■ **EXERCISE DETAILS**
Output exactly the lines spanning from the line containing "Digitize the connectivity of all" to the last line of the entries, inclusive.

(Saved entries)
>>
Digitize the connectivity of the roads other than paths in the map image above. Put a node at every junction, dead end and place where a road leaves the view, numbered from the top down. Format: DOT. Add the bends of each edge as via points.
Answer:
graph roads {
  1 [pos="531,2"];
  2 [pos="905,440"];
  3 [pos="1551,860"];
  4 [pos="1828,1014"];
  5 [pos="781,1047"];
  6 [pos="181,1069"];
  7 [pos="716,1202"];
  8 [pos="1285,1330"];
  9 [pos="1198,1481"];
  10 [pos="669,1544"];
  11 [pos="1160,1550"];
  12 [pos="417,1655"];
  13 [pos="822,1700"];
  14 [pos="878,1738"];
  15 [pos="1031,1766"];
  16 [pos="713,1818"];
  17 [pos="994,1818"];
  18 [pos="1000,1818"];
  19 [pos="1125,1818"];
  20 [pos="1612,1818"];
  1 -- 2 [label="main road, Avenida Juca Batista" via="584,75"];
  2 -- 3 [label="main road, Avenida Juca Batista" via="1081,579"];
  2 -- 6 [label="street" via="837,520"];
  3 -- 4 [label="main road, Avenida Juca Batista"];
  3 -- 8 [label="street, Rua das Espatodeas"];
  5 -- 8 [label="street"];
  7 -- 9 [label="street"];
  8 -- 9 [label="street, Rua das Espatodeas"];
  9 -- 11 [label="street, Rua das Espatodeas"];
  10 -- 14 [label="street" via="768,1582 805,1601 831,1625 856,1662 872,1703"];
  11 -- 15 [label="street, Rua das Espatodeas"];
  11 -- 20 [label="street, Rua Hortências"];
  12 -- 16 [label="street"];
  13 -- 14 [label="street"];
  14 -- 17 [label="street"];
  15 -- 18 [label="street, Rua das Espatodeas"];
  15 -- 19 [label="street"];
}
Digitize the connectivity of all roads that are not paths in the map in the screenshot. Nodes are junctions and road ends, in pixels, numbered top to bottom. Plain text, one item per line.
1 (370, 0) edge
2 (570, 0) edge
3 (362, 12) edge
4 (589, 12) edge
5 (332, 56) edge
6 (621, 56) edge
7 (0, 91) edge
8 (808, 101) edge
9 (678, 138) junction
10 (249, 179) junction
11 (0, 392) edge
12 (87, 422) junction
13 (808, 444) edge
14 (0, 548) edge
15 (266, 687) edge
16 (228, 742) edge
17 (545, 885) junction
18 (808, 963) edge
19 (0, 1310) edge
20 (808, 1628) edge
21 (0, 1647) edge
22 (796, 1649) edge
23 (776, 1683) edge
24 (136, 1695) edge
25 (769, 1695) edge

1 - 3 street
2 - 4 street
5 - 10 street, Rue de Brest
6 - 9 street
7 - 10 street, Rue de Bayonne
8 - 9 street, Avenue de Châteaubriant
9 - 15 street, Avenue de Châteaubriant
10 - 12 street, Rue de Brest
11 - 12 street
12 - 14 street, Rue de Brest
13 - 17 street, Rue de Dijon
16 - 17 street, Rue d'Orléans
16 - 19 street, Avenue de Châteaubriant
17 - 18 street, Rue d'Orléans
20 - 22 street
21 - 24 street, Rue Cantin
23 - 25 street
<<
■ **SOLUTION FOR THIS TASK**
Digitize the connectivity of all roads that are not paths in the map in the screenshot. Nodes are junctions and road ends, in pixels, numbered top to bottom. Plain text, one item per line.
1 (370, 0) edge
2 (570, 0) edge
3 (362, 12) edge
4 (589, 12) edge
5 (332, 56) edge
6 (621, 56) edge
7 (0, 91) edge
8 (808, 101) edge
9 (678, 138) junction
10 (249, 179) junction
11 (0, 392) edge
12 (87, 422) junction
13 (808, 444) edge
14 (0, 548) edge
15 (266, 687) edge
16 (228, 742) edge
17 (545, 885) junction
18 (808, 963) edge
19 (0, 1310) edge
20 (808, 1628) edge
21 (0, 1647) edge
22 (796, 1649) edge
23 (776, 1683) edge
24 (136, 1695) edge
25 (769, 1695) edge

1 - 3 street
2 - 4 street
5 - 10 street, Rue de Brest
6 - 9 street
7 - 10 street, Rue de Bayonne
8 - 9 street, Avenue de Châteaubriant
9 - 15 street, Avenue de Châteaubriant
10 - 12 street, Rue de Brest
11 - 12 street
12 - 14 street, Rue de Brest
13 - 17 street, Rue de Dijon
16 - 17 street, Rue d'Orléans
16 - 19 street, Avenue de Châteaubriant
17 - 18 street, Rue d'Orléans
20 - 22 street
21 - 24 street, Rue Cantin
23 - 25 street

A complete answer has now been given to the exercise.